* Exercise objective:
Print the records exactly. Every mark must remain.

Records from a data source

■ ■ ■ ■ ■

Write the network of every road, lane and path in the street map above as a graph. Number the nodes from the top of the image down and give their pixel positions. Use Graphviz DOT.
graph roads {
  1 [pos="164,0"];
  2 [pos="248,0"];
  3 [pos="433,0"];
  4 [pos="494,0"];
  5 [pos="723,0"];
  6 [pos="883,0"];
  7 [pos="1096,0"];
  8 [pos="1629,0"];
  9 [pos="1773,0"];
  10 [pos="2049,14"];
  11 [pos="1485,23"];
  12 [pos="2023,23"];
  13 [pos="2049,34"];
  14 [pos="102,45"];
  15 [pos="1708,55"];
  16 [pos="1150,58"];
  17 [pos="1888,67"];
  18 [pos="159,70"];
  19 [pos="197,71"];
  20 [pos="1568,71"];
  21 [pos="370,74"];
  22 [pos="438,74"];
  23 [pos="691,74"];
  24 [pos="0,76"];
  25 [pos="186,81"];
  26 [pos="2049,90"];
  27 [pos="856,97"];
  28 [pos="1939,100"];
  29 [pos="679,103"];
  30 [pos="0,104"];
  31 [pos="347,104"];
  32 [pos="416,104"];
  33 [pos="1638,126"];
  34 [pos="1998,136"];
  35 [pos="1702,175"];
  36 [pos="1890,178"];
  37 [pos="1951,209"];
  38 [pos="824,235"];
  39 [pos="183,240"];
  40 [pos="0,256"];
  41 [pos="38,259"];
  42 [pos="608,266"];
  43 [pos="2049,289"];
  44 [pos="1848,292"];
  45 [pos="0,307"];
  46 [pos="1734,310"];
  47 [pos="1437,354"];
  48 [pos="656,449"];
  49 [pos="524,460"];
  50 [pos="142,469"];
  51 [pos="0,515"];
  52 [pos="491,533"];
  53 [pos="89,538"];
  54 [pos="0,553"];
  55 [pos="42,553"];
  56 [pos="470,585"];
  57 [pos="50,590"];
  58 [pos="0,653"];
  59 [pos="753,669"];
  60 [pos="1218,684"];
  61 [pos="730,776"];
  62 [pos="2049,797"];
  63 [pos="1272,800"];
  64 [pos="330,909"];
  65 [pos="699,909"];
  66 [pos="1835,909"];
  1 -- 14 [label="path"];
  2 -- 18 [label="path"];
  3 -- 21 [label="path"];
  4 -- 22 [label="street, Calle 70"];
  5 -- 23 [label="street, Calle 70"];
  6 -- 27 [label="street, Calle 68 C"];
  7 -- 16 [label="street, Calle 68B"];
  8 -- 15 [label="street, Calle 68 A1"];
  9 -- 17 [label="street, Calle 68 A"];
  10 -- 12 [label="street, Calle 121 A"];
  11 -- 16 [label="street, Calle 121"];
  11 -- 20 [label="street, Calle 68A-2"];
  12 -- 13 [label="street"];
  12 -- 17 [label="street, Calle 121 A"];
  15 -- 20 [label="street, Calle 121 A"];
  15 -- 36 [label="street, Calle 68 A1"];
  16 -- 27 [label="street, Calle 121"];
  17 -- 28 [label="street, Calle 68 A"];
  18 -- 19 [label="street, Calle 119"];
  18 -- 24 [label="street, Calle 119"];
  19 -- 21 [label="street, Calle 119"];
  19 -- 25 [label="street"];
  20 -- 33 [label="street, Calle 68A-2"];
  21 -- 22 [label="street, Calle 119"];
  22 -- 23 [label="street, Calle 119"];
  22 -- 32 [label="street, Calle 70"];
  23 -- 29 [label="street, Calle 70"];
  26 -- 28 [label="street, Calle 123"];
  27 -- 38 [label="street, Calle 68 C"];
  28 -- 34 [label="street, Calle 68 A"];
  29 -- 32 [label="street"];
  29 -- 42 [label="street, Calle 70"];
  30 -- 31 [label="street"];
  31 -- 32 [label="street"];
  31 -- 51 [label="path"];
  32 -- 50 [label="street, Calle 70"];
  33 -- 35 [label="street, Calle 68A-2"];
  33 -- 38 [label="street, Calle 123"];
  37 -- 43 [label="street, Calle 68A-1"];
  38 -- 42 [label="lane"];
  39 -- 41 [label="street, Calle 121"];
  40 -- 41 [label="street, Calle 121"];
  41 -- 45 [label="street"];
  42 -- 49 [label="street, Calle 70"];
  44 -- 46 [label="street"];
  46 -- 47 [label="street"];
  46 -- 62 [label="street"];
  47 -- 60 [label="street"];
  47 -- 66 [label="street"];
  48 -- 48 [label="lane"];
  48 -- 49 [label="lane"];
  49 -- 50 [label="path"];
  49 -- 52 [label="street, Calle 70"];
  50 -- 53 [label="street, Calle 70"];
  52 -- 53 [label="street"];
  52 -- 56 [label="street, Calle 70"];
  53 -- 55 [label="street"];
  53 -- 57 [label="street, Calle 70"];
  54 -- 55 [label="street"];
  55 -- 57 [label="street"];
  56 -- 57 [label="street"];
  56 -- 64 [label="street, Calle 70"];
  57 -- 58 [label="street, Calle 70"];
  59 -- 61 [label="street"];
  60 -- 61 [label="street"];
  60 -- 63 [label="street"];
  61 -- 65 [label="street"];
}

■ ■ ■ ■ ■

* Answer for this exercise:
Write the network of every road, lane and path in the street map above as a graph. Number the nodes from the top of the image down and give their pixel positions. Use Graphviz DOT.
graph roads {
  1 [pos="164,0"];
  2 [pos="248,0"];
  3 [pos="433,0"];
  4 [pos="494,0"];
  5 [pos="723,0"];
  6 [pos="883,0"];
  7 [pos="1096,0"];
  8 [pos="1629,0"];
  9 [pos="1773,0"];
  10 [pos="2049,14"];
  11 [pos="1485,23"];
  12 [pos="2023,23"];
  13 [pos="2049,34"];
  14 [pos="102,45"];
  15 [pos="1708,55"];
  16 [pos="1150,58"];
  17 [pos="1888,67"];
  18 [pos="159,70"];
  19 [pos="197,71"];
  20 [pos="1568,71"];
  21 [pos="370,74"];
  22 [pos="438,74"];
  23 [pos="691,74"];
  24 [pos="0,76"];
  25 [pos="186,81"];
  26 [pos="2049,90"];
  27 [pos="856,97"];
  28 [pos="1939,100"];
  29 [pos="679,103"];
  30 [pos="0,104"];
  31 [pos="347,104"];
  32 [pos="416,104"];
  33 [pos="1638,126"];
  34 [pos="1998,136"];
  35 [pos="1702,175"];
  36 [pos="1890,178"];
  37 [pos="1951,209"];
  38 [pos="824,235"];
  39 [pos="183,240"];
  40 [pos="0,256"];
  41 [pos="38,259"];
  42 [pos="608,266"];
  43 [pos="2049,289"];
  44 [pos="1848,292"];
  45 [pos="0,307"];
  46 [pos="1734,310"];
  47 [pos="1437,354"];
  48 [pos="656,449"];
  49 [pos="524,460"];
  50 [pos="142,469"];
  51 [pos="0,515"];
  52 [pos="491,533"];
  53 [pos="89,538"];
  54 [pos="0,553"];
  55 [pos="42,553"];
  56 [pos="470,585"];
  57 [pos="50,590"];
  58 [pos="0,653"];
  59 [pos="753,669"];
  60 [pos="1218,684"];
  61 [pos="730,776"];
  62 [pos="2049,797"];
  63 [pos="1272,800"];
  64 [pos="330,909"];
  65 [pos="699,909"];
  66 [pos="1835,909"];
  1 -- 14 [label="path"];
  2 -- 18 [label="path"];
  3 -- 21 [label="path"];
  4 -- 22 [label="street, Calle 70"];
  5 -- 23 [label="street, Calle 70"];
  6 -- 27 [label="street, Calle 68 C"];
  7 -- 16 [label="street, Calle 68B"];
  8 -- 15 [label="street, Calle 68 A1"];
  9 -- 17 [label="street, Calle 68 A"];
  10 -- 12 [label="street, Calle 121 A"];
  11 -- 16 [label="street, Calle 121"];
  11 -- 20 [label="street, Calle 68A-2"];
  12 -- 13 [label="street"];
  12 -- 17 [label="street, Calle 121 A"];
  15 -- 20 [label="street, Calle 121 A"];
  15 -- 36 [label="street, Calle 68 A1"];
  16 -- 27 [label="street, Calle 121"];
  17 -- 28 [label="street, Calle 68 A"];
  18 -- 19 [label="street, Calle 119"];
  18 -- 24 [label="street, Calle 119"];
  19 -- 21 [label="street, Calle 119"];
  19 -- 25 [label="street"];
  20 -- 33 [label="street, Calle 68A-2"];
  21 -- 22 [label="street, Calle 119"];
  22 -- 23 [label="street, Calle 119"];
  22 -- 32 [label="street, Calle 70"];
  23 -- 29 [label="street, Calle 70"];
  26 -- 28 [label="street, Calle 123"];
  27 -- 38 [label="street, Calle 68 C"];
  28 -- 34 [label="street, Calle 68 A"];
  29 -- 32 [label="street"];
  29 -- 42 [label="street, Calle 70"];
  30 -- 31 [label="street"];
  31 -- 32 [label="street"];
  31 -- 51 [label="path"];
  32 -- 50 [label="street, Calle 70"];
  33 -- 35 [label="street, Calle 68A-2"];
  33 -- 38 [label="street, Calle 123"];
  37 -- 43 [label="street, Calle 68A-1"];
  38 -- 42 [label="lane"];
  39 -- 41 [label="street, Calle 121"];
  40 -- 41 [label="street, Calle 121"];
  41 -- 45 [label="street"];
  42 -- 49 [label="street, Calle 70"];
  44 -- 46 [label="street"];
  46 -- 47 [label="street"];
  46 -- 62 [label="street"];
  47 -- 60 [label="street"];
  47 -- 66 [label="street"];
  48 -- 48 [label="lane"];
  48 -- 49 [label="lane"];
  49 -- 50 [label="path"];
  49 -- 52 [label="street, Calle 70"];
  50 -- 53 [label="street, Calle 70"];
  52 -- 53 [label="street"];
  52 -- 56 [label="street, Calle 70"];
  53 -- 55 [label="street"];
  53 -- 57 [label="street, Calle 70"];
  54 -- 55 [label="street"];
  55 -- 57 [label="street"];
  56 -- 57 [label="street"];
  56 -- 64 [label="street, Calle 70"];
  57 -- 58 [label="street, Calle 70"];
  59 -- 61 [label="street"];
  60 -- 61 [label="street"];
  60 -- 63 [label="street"];
  61 -- 65 [label="street"];
}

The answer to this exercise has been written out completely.